(Collected data)
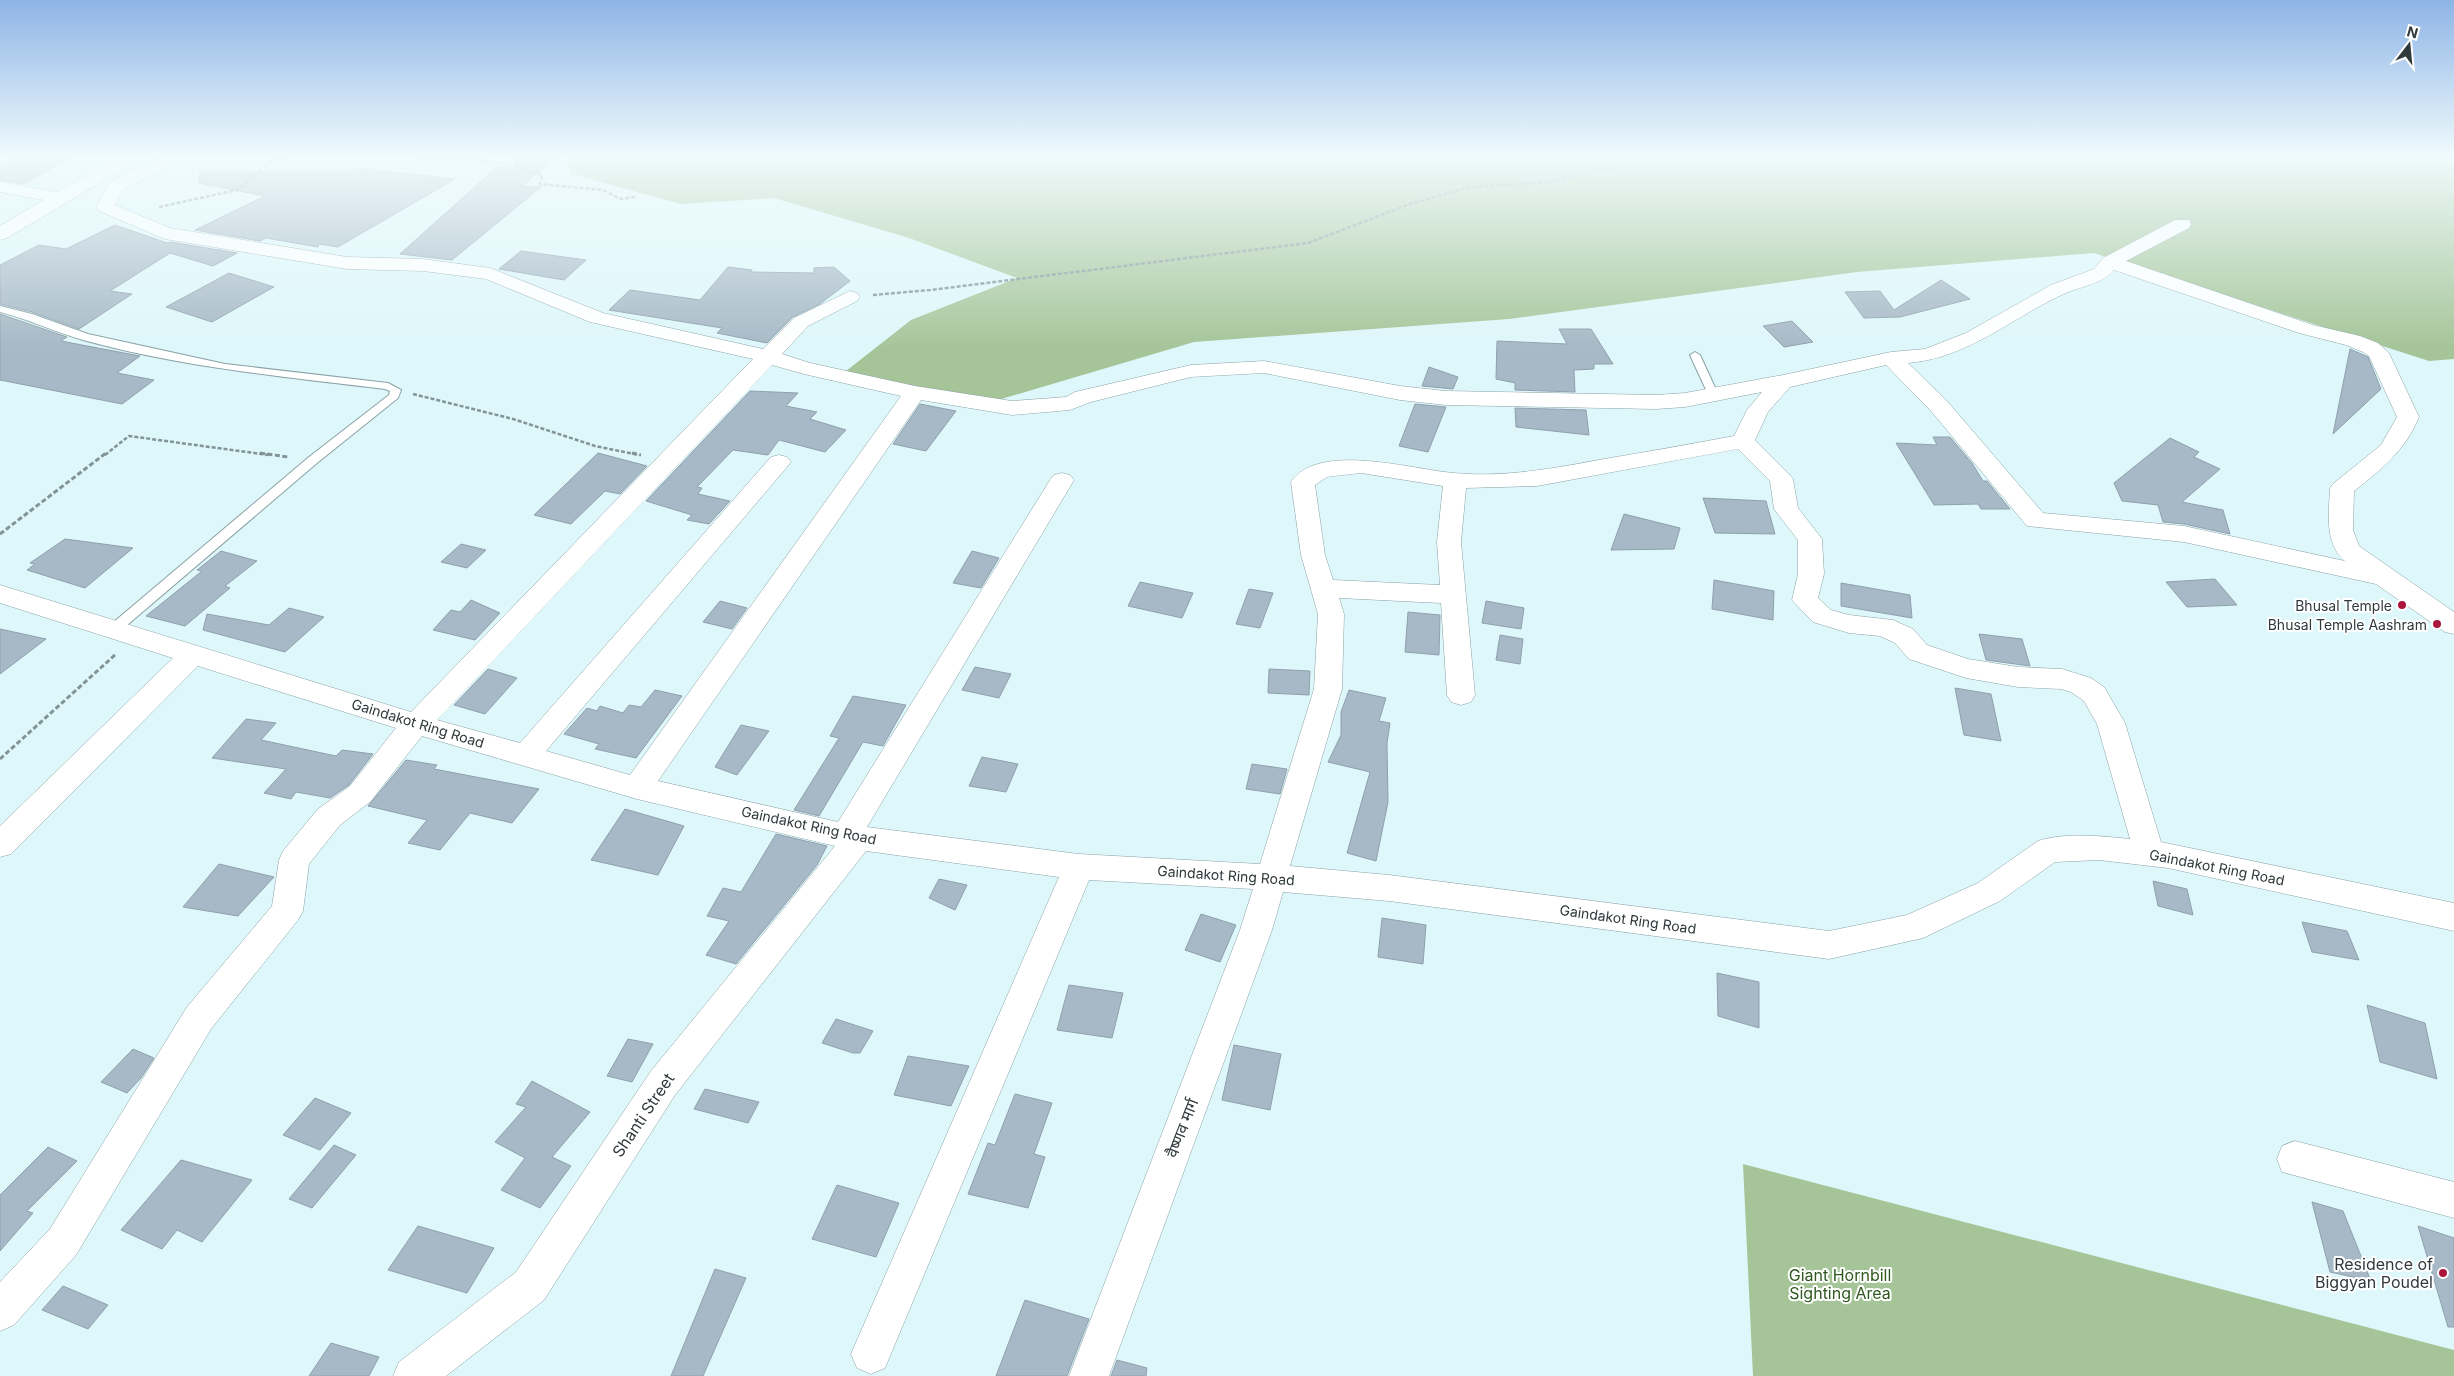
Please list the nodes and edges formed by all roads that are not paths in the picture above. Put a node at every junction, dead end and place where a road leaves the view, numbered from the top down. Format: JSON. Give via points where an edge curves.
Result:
{"nodes":[{"id":1,"x":25,"y":219,"type":"edge"},
{"id":2,"x":130,"y":219,"type":"edge"},
{"id":3,"x":2182,"y":224,"type":"dead end"},
{"id":4,"x":0,"y":234,"type":"edge"},
{"id":5,"x":2110,"y":262,"type":"junction"},
{"id":6,"x":850,"y":298,"type":"road end"},
{"id":7,"x":0,"y":309,"type":"edge"},
{"id":8,"x":1695,"y":354,"type":"dead end"},
{"id":9,"x":767,"y":356,"type":"junction"},
{"id":10,"x":1891,"y":358,"type":"junction"},
{"id":11,"x":1782,"y":382,"type":"junction"},
{"id":12,"x":915,"y":393,"type":"junction"},
{"id":13,"x":1713,"y":394,"type":"junction"},
{"id":14,"x":1743,"y":441,"type":"junction"},
{"id":15,"x":779,"y":462,"type":"dead end"},
{"id":16,"x":1062,"y":480,"type":"dead end"},
{"id":17,"x":1454,"y":481,"type":"junction"},
{"id":18,"x":2384,"y":577,"type":"junction"},
{"id":19,"x":1323,"y":588,"type":"junction"},
{"id":20,"x":0,"y":594,"type":"edge"},
{"id":21,"x":1454,"y":595,"type":"junction"},
{"id":22,"x":2454,"y":625,"type":"edge"},
{"id":23,"x":126,"y":632,"type":"junction"},
{"id":24,"x":194,"y":654,"type":"junction"},
{"id":25,"x":1460,"y":695,"type":"dead end"},
{"id":26,"x":416,"y":724,"type":"junction"},
{"id":27,"x":526,"y":756,"type":"junction"},
{"id":28,"x":637,"y":788,"type":"junction"},
{"id":29,"x":853,"y":837,"type":"junction"},
{"id":30,"x":0,"y":845,"type":"edge"},
{"id":31,"x":2149,"y":853,"type":"junction"},
{"id":32,"x":1079,"y":866,"type":"junction"},
{"id":33,"x":1271,"y":878,"type":"junction"},
{"id":34,"x":2454,"y":917,"type":"edge"},
{"id":35,"x":2295,"y":1159,"type":"dead end"},
{"id":36,"x":2454,"y":1200,"type":"edge"},
{"id":37,"x":0,"y":1312,"type":"edge"},
{"id":38,"x":871,"y":1354,"type":"dead end"},
{"id":39,"x":413,"y":1376,"type":"edge"},
{"id":40,"x":1089,"y":1376,"type":"edge"}],
"edges":[{"from":1,"to":4,"type":"street"},
{"from":2,"to":9,"type":"street","via":[[165,233],[338,261],[423,265],[490,274],[596,318]]},
{"from":3,"to":5,"type":"street"},
{"from":5,"to":10,"type":"street","via":[[2101,273],[2058,289],[1951,346],[1929,355]]},
{"from":5,"to":18,"type":"street","via":[[2189,291],[2369,346],[2378,353],[2408,418],[2401,437],[2386,454],[2342,488],[2341,530],[2348,550]]},
{"from":6,"to":9,"type":"street","via":[[801,322]]},
{"from":7,"to":23,"type":"lane","via":[[85,337],[225,366],[388,386],[396,390],[394,396],[313,460]]},
{"from":8,"to":13,"type":"lane"},
{"from":9,"to":12,"type":"street","via":[[804,368]]},
{"from":9,"to":26,"type":"street"},
{"from":10,"to":11,"type":"street"},
{"from":10,"to":18,"type":"street","via":[[1939,406],[2036,520],[2184,534]]},
{"from":11,"to":13,"type":"street"},
{"from":11,"to":14,"type":"street","via":[[1758,410]]},
{"from":12,"to":13,"type":"street","via":[[1012,408],[1070,403],[1191,371],[1264,367],[1400,393],[1446,398],[1656,402]]},
{"from":12,"to":28,"type":"street"},
{"from":14,"to":17,"type":"street","via":[[1537,479]]},
{"from":14,"to":31,"type":"street","via":[[1781,479],[1786,509],[1810,539],[1811,574],[1805,600],[1822,616],[1849,624],[1884,628],[1904,636],[1918,652],[1966,668],[2018,677],[2062,679],[2081,684],[2094,694],[2111,723]]},
{"from":15,"to":27,"type":"street"},
{"from":16,"to":29,"type":"street","name":"Shanti Street"},
{"from":17,"to":19,"type":"street","name":"वैष्णव मार्ग","via":[[1361,466],[1321,471],[1303,482],[1313,555]]},
{"from":17,"to":21,"type":"street","via":[[1449,542]]},
{"from":18,"to":22,"type":"street"},
{"from":19,"to":21,"type":"street"},
{"from":19,"to":33,"type":"street","name":"वैष्णव मार्ग","via":[[1331,614],[1328,689]]},
{"from":20,"to":23,"type":"street","name":"Gaindakot Ring Road"},
{"from":21,"to":25,"type":"street"},
{"from":23,"to":24,"type":"street","name":"Gaindakot Ring Road"},
{"from":24,"to":26,"type":"street","name":"Gaindakot Ring Road"},
{"from":24,"to":30,"type":"street"},
{"from":26,"to":27,"type":"street","name":"Gaindakot Ring Road"},
{"from":26,"to":37,"type":"street","via":[[360,794],[329,817],[294,860],[287,911],[199,1018],[63,1242]]},
{"from":27,"to":28,"type":"street","name":"Gaindakot Ring Road"},
{"from":28,"to":29,"type":"street","name":"Gaindakot Ring Road"},
{"from":29,"to":32,"type":"street","name":"Gaindakot Ring Road"},
{"from":29,"to":39,"type":"street","name":"Shanti Street","via":[[663,1083],[530,1286]]},
{"from":31,"to":33,"type":"street","name":"Gaindakot Ring Road","via":[[2099,848],[2049,850],[1989,892],[1912,928],[1829,945],[1389,888]]},
{"from":31,"to":34,"type":"street","name":"Gaindakot Ring Road"},
{"from":32,"to":33,"type":"street","name":"Gaindakot Ring Road"},
{"from":32,"to":38,"type":"street"},
{"from":33,"to":40,"type":"street","name":"वैष्णव मार्ग","via":[[1256,930]]},
{"from":35,"to":36,"type":"street"}]}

§ WORK ITEM: Copy out the records exactly; the pictures stay behind.

§ YOUR RESPONSE:
Please list the nodes and edges formed by all roads that are not paths in the picture above. Put a node at every junction, dead end and place where a road leaves the view, numbered from the top down. Format: JSON. Give via points where an edge curves.
Result:
{"nodes":[{"id":1,"x":25,"y":219,"type":"edge"},
{"id":2,"x":130,"y":219,"type":"edge"},
{"id":3,"x":2182,"y":224,"type":"dead end"},
{"id":4,"x":0,"y":234,"type":"edge"},
{"id":5,"x":2110,"y":262,"type":"junction"},
{"id":6,"x":850,"y":298,"type":"road end"},
{"id":7,"x":0,"y":309,"type":"edge"},
{"id":8,"x":1695,"y":354,"type":"dead end"},
{"id":9,"x":767,"y":356,"type":"junction"},
{"id":10,"x":1891,"y":358,"type":"junction"},
{"id":11,"x":1782,"y":382,"type":"junction"},
{"id":12,"x":915,"y":393,"type":"junction"},
{"id":13,"x":1713,"y":394,"type":"junction"},
{"id":14,"x":1743,"y":441,"type":"junction"},
{"id":15,"x":779,"y":462,"type":"dead end"},
{"id":16,"x":1062,"y":480,"type":"dead end"},
{"id":17,"x":1454,"y":481,"type":"junction"},
{"id":18,"x":2384,"y":577,"type":"junction"},
{"id":19,"x":1323,"y":588,"type":"junction"},
{"id":20,"x":0,"y":594,"type":"edge"},
{"id":21,"x":1454,"y":595,"type":"junction"},
{"id":22,"x":2454,"y":625,"type":"edge"},
{"id":23,"x":126,"y":632,"type":"junction"},
{"id":24,"x":194,"y":654,"type":"junction"},
{"id":25,"x":1460,"y":695,"type":"dead end"},
{"id":26,"x":416,"y":724,"type":"junction"},
{"id":27,"x":526,"y":756,"type":"junction"},
{"id":28,"x":637,"y":788,"type":"junction"},
{"id":29,"x":853,"y":837,"type":"junction"},
{"id":30,"x":0,"y":845,"type":"edge"},
{"id":31,"x":2149,"y":853,"type":"junction"},
{"id":32,"x":1079,"y":866,"type":"junction"},
{"id":33,"x":1271,"y":878,"type":"junction"},
{"id":34,"x":2454,"y":917,"type":"edge"},
{"id":35,"x":2295,"y":1159,"type":"dead end"},
{"id":36,"x":2454,"y":1200,"type":"edge"},
{"id":37,"x":0,"y":1312,"type":"edge"},
{"id":38,"x":871,"y":1354,"type":"dead end"},
{"id":39,"x":413,"y":1376,"type":"edge"},
{"id":40,"x":1089,"y":1376,"type":"edge"}],
"edges":[{"from":1,"to":4,"type":"street"},
{"from":2,"to":9,"type":"street","via":[[165,233],[338,261],[423,265],[490,274],[596,318]]},
{"from":3,"to":5,"type":"street"},
{"from":5,"to":10,"type":"street","via":[[2101,273],[2058,289],[1951,346],[1929,355]]},
{"from":5,"to":18,"type":"street","via":[[2189,291],[2369,346],[2378,353],[2408,418],[2401,437],[2386,454],[2342,488],[2341,530],[2348,550]]},
{"from":6,"to":9,"type":"street","via":[[801,322]]},
{"from":7,"to":23,"type":"lane","via":[[85,337],[225,366],[388,386],[396,390],[394,396],[313,460]]},
{"from":8,"to":13,"type":"lane"},
{"from":9,"to":12,"type":"street","via":[[804,368]]},
{"from":9,"to":26,"type":"street"},
{"from":10,"to":11,"type":"street"},
{"from":10,"to":18,"type":"street","via":[[1939,406],[2036,520],[2184,534]]},
{"from":11,"to":13,"type":"street"},
{"from":11,"to":14,"type":"street","via":[[1758,410]]},
{"from":12,"to":13,"type":"street","via":[[1012,408],[1070,403],[1191,371],[1264,367],[1400,393],[1446,398],[1656,402]]},
{"from":12,"to":28,"type":"street"},
{"from":14,"to":17,"type":"street","via":[[1537,479]]},
{"from":14,"to":31,"type":"street","via":[[1781,479],[1786,509],[1810,539],[1811,574],[1805,600],[1822,616],[1849,624],[1884,628],[1904,636],[1918,652],[1966,668],[2018,677],[2062,679],[2081,684],[2094,694],[2111,723]]},
{"from":15,"to":27,"type":"street"},
{"from":16,"to":29,"type":"street","name":"Shanti Street"},
{"from":17,"to":19,"type":"street","name":"वैष्णव मार्ग","via":[[1361,466],[1321,471],[1303,482],[1313,555]]},
{"from":17,"to":21,"type":"street","via":[[1449,542]]},
{"from":18,"to":22,"type":"street"},
{"from":19,"to":21,"type":"street"},
{"from":19,"to":33,"type":"street","name":"वैष्णव मार्ग","via":[[1331,614],[1328,689]]},
{"from":20,"to":23,"type":"street","name":"Gaindakot Ring Road"},
{"from":21,"to":25,"type":"street"},
{"from":23,"to":24,"type":"street","name":"Gaindakot Ring Road"},
{"from":24,"to":26,"type":"street","name":"Gaindakot Ring Road"},
{"from":24,"to":30,"type":"street"},
{"from":26,"to":27,"type":"street","name":"Gaindakot Ring Road"},
{"from":26,"to":37,"type":"street","via":[[360,794],[329,817],[294,860],[287,911],[199,1018],[63,1242]]},
{"from":27,"to":28,"type":"street","name":"Gaindakot Ring Road"},
{"from":28,"to":29,"type":"street","name":"Gaindakot Ring Road"},
{"from":29,"to":32,"type":"street","name":"Gaindakot Ring Road"},
{"from":29,"to":39,"type":"street","name":"Shanti Street","via":[[663,1083],[530,1286]]},
{"from":31,"to":33,"type":"street","name":"Gaindakot Ring Road","via":[[2099,848],[2049,850],[1989,892],[1912,928],[1829,945],[1389,888]]},
{"from":31,"to":34,"type":"street","name":"Gaindakot Ring Road"},
{"from":32,"to":33,"type":"street","name":"Gaindakot Ring Road"},
{"from":32,"to":38,"type":"street"},
{"from":33,"to":40,"type":"street","name":"वैष्णव मार्ग","via":[[1256,930]]},
{"from":35,"to":36,"type":"street"}]}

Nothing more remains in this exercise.